The Federal Home Loan Mortgage Corporation, known as Freddie Mac, is a public government-sponsored enterprise created in 1970 to expand the secondary market for mortgages in the United States.

In its weekly mortgage survey it found the rate on 30-year fixed-rate loans slipped to an average 4.17 percent from 4.19 percent last week.

Thursday’s numbers are still significantly higher than a 30-year rate that averaged 3.65 percent for all of 2016, which was the lowest level recorded from records going back to 1971.

This time last year the benchmark rate stood at 3.65 percent.

The average for a 15-year mortgage declined to 3.39 percent from 3.41 percent last week.

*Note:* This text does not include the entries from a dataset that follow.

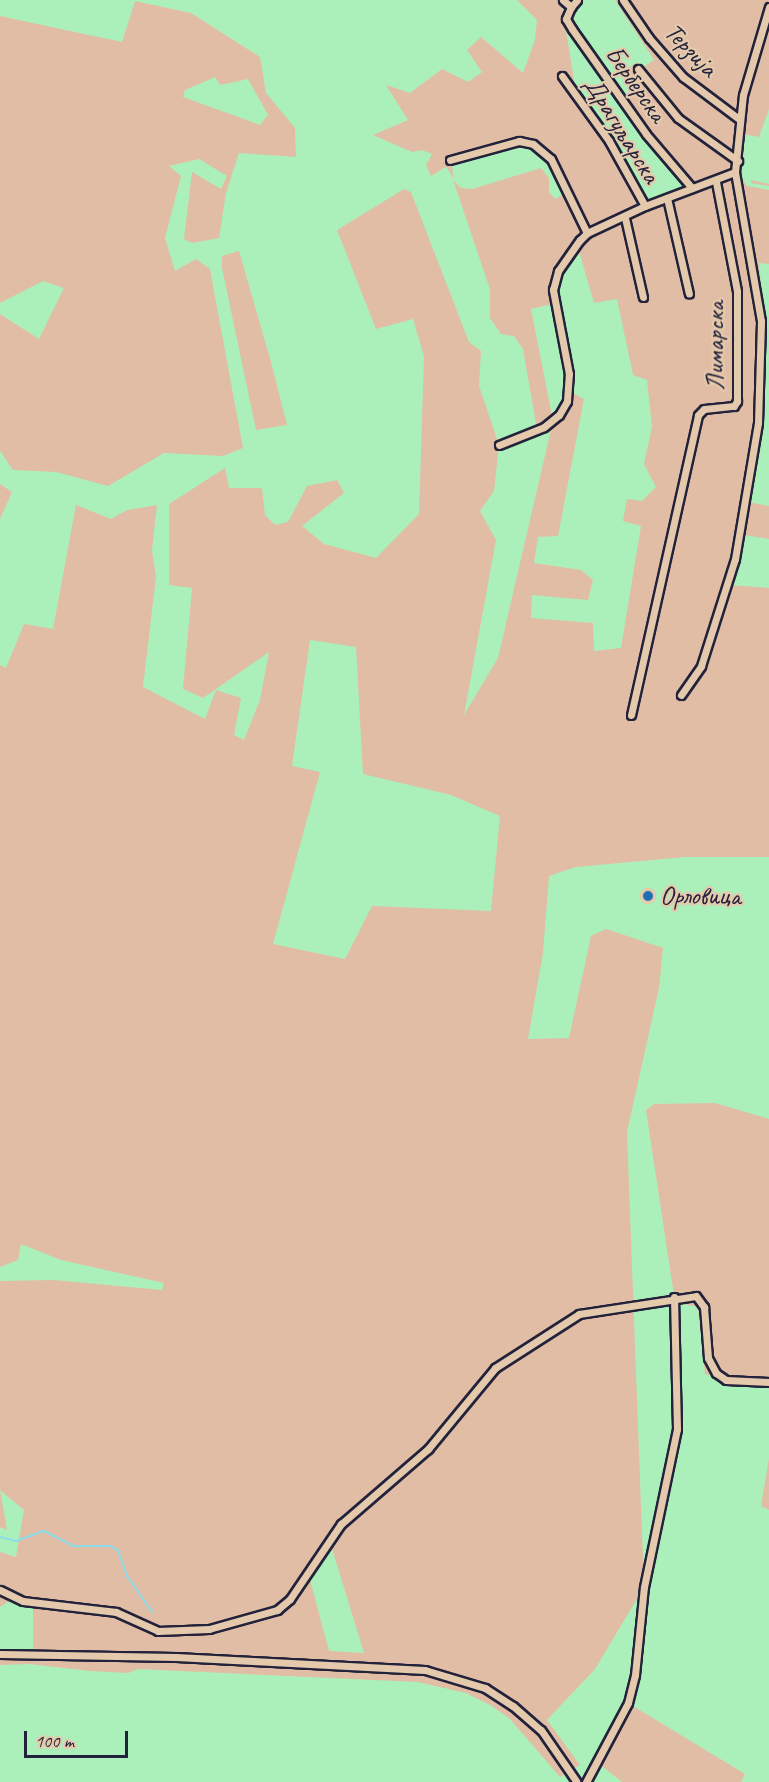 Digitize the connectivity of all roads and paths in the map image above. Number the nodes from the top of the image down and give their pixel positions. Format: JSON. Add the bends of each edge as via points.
{"nodes":[{"id":1,"x":563,"y":0,"type":"edge"},
{"id":2,"x":577,"y":0,"type":"edge"},
{"id":3,"x":623,"y":0,"type":"edge"},
{"id":4,"x":572,"y":7,"type":"junction"},
{"id":5,"x":769,"y":7,"type":"edge"},
{"id":6,"x":638,"y":69,"type":"dead end"},
{"id":7,"x":562,"y":76,"type":"dead end"},
{"id":8,"x":739,"y":119,"type":"junction"},
{"id":9,"x":450,"y":160,"type":"dead end"},
{"id":10,"x":738,"y":161,"type":"junction"},
{"id":11,"x":735,"y":172,"type":"junction"},
{"id":12,"x":716,"y":182,"type":"junction"},
{"id":13,"x":692,"y":188,"type":"junction"},
{"id":14,"x":667,"y":198,"type":"junction"},
{"id":15,"x":645,"y":206,"type":"junction"},
{"id":16,"x":625,"y":218,"type":"junction"},
{"id":17,"x":587,"y":233,"type":"junction"},
{"id":18,"x":688,"y":294,"type":"dead end"},
{"id":19,"x":643,"y":297,"type":"dead end"},
{"id":20,"x":499,"y":445,"type":"dead end"},
{"id":21,"x":681,"y":695,"type":"dead end"},
{"id":22,"x":631,"y":715,"type":"dead end"},
{"id":23,"x":674,"y":1297,"type":"junction"},
{"id":24,"x":769,"y":1382,"type":"edge"},
{"id":25,"x":0,"y":1590,"type":"edge"},
{"id":26,"x":0,"y":1654,"type":"edge"},
{"id":27,"x":576,"y":1782,"type":"edge"},
{"id":28,"x":586,"y":1782,"type":"edge"}],
"edges":[{"from":1,"to":4,"type":"street"},
{"from":2,"to":4,"type":"street"},
{"from":3,"to":8,"type":"street","name":"Терзија","via":[[683,77]]},
{"from":4,"to":13,"type":"street","name":"Берберска","via":[[566,20],[646,134]]},
{"from":5,"to":8,"type":"street"},
{"from":6,"to":10,"type":"street","via":[[678,118]]},
{"from":7,"to":15,"type":"street","name":"Драгуљарска","via":[[609,141]]},
{"from":8,"to":10,"type":"street"},
{"from":9,"to":17,"type":"street","via":[[519,141],[533,144],[551,159]]},
{"from":10,"to":11,"type":"street"},
{"from":11,"to":12,"type":"street"},
{"from":11,"to":21,"type":"street","via":[[761,321],[758,423],[735,559],[701,666]]},
{"from":12,"to":13,"type":"street"},
{"from":12,"to":22,"type":"street","name":"Лимарска","via":[[737,291],[737,401],[734,406],[704,409],[698,415]]},
{"from":13,"to":14,"type":"street"},
{"from":14,"to":15,"type":"street"},
{"from":14,"to":18,"type":"street"},
{"from":15,"to":16,"type":"street"},
{"from":16,"to":17,"type":"street"},
{"from":16,"to":19,"type":"street"},
{"from":17,"to":20,"type":"street","via":[[562,263],[553,290],[570,382],[564,409],[544,427]]},
{"from":23,"to":24,"type":"street","via":[[691,1295],[702,1302],[708,1358],[722,1378]]},
{"from":23,"to":25,"type":"street","via":[[579,1314],[506,1359],[474,1390],[428,1449],[341,1524],[290,1599],[270,1613],[209,1629],[158,1632],[116,1612],[23,1601]]},
{"from":23,"to":28,"type":"street","via":[[677,1429],[644,1587],[635,1675],[628,1703]]},
{"from":26,"to":27,"type":"street","via":[[261,1661],[414,1669],[450,1676],[484,1688],[523,1714],[557,1749]]},
{"from":27,"to":28,"type":"street"}]}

Investopedia defines mortgage rates simply as the rate of interest charged on a mortgage.

They are determined by the lender in most cases, and can be either fixed, stay the same for the term of the mortgage, or variable, fluctuate with a benchmark interest rate.

Mortgage rates rise and fall with interest rates and can drastically affect the homebuyers’ market.

To calculate average mortgage rates, Freddie Mac surveys lenders across the country between Monday and Wednesday each week.

The average doesn’t include extra fees, known as points, which most borrowers must pay to get the lowest rates. One point equals 1 percent of the loan amount.

The average fee for a 30-year mortgage fell this week to 0.4 point from 0.5 point. The fee on 15-year loans also declined to 0.4 point from 0.5 point.

Rates on adjustable five-year loans dipped to 3.21 percent from 3.23 percent. The fee remained at 0.4 point.